Giard did much of his work by hand: carefully selecting the paper for prints, hand-printing in a small home studio, and spotting the works by hand to finish them. Before arriving at a writer's home to take their portrait, he would read their works. He then wrote them a letter to introduce himself, starting a correspondence about the authors' current works, whether they'd like to use his photos for their headshots, and whether Giard could exhibit their photos. Then he would eventually call them over the phone to arrange portraiture details, and finally travel to meet them for the image. Later, Giard added place-focused photography to his mission of documenting gay and lesbian writers. These locations included Oscar Wilde's tomb and various gay bars in San Francisco.

=== Later projects ===
In one final unfinished project, Giard was working on a portrait documentation of the grant recipients of the Thanks Be To Grandmother Winifred Foundation. Until 2001, the foundation supported projects by women 54 years and older that benefited other mature women. Grants supported research and artistic projects, as well as efforts to alleviate social, economic, and medical problems for women in a given locality. The foundation benefited 321 grant recipients from around the country and Giard, traveling the country by train, bus, and plane (he never had a driver's license) succeeded in photographing 241 of the women grantees by the time of his death. He kept a journal of his travels and documented his many visits to a richly diverse group of American women in small towns and major cities.

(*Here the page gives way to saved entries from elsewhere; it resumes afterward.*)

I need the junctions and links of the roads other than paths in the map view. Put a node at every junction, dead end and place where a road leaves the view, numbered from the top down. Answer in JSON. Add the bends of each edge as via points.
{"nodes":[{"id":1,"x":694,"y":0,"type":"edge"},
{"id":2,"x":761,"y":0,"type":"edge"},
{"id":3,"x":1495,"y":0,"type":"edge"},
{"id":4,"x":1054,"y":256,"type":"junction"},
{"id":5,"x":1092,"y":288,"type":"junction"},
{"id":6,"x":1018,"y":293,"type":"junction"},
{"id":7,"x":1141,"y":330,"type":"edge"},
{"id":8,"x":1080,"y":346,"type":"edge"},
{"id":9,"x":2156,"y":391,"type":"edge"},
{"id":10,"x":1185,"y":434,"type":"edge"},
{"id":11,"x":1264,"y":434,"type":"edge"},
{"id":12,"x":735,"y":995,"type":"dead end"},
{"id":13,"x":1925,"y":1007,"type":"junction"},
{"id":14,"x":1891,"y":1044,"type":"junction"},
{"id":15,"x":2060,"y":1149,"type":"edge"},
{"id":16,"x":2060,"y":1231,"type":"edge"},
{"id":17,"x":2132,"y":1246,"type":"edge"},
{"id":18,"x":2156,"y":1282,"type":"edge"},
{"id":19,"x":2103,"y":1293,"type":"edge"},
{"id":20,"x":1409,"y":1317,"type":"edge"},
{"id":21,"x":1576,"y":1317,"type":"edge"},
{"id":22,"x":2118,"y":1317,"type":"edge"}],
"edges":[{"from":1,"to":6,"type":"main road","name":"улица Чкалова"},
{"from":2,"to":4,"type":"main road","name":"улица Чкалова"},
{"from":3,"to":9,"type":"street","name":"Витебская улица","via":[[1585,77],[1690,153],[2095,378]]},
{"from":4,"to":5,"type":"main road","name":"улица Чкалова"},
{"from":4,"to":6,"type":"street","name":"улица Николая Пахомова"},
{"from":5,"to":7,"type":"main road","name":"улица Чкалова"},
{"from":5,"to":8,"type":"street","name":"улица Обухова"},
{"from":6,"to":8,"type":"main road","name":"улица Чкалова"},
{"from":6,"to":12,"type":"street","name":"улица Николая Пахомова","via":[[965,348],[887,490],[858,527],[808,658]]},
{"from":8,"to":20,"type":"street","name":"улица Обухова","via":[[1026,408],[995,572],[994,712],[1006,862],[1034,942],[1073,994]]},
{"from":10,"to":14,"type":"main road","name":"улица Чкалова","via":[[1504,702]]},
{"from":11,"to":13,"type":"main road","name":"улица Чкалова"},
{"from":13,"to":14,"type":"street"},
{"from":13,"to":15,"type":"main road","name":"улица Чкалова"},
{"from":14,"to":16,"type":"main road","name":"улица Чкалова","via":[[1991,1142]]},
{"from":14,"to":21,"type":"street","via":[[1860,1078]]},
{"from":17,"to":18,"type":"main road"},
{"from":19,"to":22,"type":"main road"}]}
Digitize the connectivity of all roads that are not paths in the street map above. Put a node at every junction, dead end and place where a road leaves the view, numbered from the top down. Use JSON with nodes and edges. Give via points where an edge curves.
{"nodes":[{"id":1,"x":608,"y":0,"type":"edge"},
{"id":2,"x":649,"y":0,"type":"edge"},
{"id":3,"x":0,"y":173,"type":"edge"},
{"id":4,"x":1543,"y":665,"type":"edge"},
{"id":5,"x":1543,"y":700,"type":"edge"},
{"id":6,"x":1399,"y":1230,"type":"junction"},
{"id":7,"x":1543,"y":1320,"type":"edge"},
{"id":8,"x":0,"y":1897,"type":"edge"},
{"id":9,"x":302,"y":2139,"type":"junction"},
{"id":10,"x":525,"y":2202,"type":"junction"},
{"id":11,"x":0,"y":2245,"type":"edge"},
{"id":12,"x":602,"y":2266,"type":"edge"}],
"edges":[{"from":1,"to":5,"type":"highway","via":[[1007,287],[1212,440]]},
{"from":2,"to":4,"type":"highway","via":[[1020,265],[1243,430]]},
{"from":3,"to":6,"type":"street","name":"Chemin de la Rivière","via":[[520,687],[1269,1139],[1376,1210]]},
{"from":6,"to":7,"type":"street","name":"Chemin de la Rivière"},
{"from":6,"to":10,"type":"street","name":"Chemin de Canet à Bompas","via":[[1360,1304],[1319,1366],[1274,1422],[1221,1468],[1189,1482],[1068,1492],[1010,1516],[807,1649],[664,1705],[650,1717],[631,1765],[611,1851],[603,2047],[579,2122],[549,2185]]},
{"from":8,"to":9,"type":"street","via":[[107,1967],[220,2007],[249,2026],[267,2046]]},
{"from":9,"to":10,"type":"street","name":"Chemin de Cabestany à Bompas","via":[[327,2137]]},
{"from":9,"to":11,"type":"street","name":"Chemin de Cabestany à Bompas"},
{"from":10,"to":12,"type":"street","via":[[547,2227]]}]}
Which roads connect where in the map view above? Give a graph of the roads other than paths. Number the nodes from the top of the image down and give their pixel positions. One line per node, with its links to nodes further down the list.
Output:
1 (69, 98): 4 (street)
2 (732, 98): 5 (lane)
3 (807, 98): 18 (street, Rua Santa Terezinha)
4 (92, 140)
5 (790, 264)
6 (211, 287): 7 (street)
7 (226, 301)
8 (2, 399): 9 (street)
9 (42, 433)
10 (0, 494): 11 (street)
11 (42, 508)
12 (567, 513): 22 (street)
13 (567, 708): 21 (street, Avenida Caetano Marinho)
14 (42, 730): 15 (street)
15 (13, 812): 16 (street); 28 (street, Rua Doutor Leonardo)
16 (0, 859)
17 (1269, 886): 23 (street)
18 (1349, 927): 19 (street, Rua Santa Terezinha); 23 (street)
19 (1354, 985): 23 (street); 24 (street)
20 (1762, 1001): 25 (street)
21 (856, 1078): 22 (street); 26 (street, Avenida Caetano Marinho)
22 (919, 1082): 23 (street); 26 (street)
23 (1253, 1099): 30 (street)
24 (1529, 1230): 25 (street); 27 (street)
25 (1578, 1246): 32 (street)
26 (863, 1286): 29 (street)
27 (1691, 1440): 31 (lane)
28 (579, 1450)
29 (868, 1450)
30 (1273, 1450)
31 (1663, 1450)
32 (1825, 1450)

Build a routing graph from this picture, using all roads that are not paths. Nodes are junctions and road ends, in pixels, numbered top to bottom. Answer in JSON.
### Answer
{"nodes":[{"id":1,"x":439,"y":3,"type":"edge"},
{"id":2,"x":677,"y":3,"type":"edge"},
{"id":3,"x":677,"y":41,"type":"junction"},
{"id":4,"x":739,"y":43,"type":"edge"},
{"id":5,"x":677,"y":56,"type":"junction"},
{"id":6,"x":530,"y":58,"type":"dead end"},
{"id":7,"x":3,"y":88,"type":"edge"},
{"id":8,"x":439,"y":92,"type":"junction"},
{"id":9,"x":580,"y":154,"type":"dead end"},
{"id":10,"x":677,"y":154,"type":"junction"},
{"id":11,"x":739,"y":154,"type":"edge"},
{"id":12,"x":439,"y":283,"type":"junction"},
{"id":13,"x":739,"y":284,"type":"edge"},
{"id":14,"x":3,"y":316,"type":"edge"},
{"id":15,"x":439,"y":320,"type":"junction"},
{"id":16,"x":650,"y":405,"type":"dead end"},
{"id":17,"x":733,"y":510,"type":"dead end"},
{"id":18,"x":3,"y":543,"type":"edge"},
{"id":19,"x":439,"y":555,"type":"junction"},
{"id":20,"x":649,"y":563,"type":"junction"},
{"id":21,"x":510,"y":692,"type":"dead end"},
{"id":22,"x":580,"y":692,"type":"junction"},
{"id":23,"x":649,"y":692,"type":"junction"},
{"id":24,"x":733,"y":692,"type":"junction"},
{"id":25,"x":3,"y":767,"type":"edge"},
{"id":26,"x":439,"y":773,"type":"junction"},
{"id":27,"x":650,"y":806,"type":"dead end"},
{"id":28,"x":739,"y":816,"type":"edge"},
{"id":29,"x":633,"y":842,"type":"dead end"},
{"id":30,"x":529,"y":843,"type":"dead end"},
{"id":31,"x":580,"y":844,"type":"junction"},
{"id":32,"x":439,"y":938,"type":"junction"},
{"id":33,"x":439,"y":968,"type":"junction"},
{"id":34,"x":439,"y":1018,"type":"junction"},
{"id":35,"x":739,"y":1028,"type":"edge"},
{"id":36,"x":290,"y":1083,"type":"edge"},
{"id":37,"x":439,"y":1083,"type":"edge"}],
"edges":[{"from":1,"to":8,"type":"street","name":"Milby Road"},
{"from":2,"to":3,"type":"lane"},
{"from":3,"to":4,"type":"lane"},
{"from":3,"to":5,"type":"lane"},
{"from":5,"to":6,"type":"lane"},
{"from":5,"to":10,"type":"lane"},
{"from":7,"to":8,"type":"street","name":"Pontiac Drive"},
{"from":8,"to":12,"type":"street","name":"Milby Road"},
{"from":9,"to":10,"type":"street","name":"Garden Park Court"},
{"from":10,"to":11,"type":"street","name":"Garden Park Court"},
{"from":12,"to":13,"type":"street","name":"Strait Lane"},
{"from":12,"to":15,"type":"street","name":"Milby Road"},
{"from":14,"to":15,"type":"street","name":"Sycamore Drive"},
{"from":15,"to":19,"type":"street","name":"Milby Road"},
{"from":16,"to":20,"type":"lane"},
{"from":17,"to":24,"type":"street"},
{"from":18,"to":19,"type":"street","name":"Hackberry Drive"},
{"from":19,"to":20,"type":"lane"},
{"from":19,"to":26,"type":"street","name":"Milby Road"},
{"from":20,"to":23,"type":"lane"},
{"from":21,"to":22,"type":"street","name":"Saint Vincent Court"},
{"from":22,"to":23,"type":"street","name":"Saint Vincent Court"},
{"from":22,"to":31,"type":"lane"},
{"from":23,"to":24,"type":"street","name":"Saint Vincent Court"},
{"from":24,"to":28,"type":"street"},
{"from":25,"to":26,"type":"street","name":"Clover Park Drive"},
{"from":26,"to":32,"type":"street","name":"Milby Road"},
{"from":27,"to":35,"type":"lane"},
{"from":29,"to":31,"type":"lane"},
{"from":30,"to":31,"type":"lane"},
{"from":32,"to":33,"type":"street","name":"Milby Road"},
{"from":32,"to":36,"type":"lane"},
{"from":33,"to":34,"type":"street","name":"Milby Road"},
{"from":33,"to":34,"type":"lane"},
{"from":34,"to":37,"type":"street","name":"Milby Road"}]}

Queer Views was another final unfinished project: a series on early queer activists. Giard explicitly names trans activists as within its scope. He intended the series to focus on portraiture and important geographic locations, modulated by his own writings.

== Personal life and death ==
In 1974, Giard settled in Amagansett, Long Island, with his life partner, Jonathan Silin, an early childhood educator, where they remained for nearly thirty years until Giard's death. In the late 1970s and early 1980s, he participated in local organizing via the mixed-gender East End Gay Organization.

Giard died on July 16, 2002, at age 62. He was traveling from Minneapolis to Chicago by bus for a portrait session and apparently had a heart attack.

==Legacy==
During his lifetime, Giard's work had been exhibited in solo and group exhibitions, earning awards and grants.

Some of his photographs are now in the collections of Brooklyn Museum, San Francisco Public Library, New York Public Library, and the Library of Congress. A complete archive of his work, journals, and ephemera is at the American Collection of the Beinecke Rare Book and Manuscript Library at Yale University. Jonathan Silin, Giard's life partner, donated the materials to the Beinecke.

The Robert Giard Foundation was formed in 2002 with the aim of preserving his photographic legacy, promoting his work for educational purposes, and encouraging young photographers. The annual Robert Giard Fellowship is a $10,000 grant to visual artists whose work addresses sexuality, gender, and issues of gay, lesbian, bisexual and transgender identity.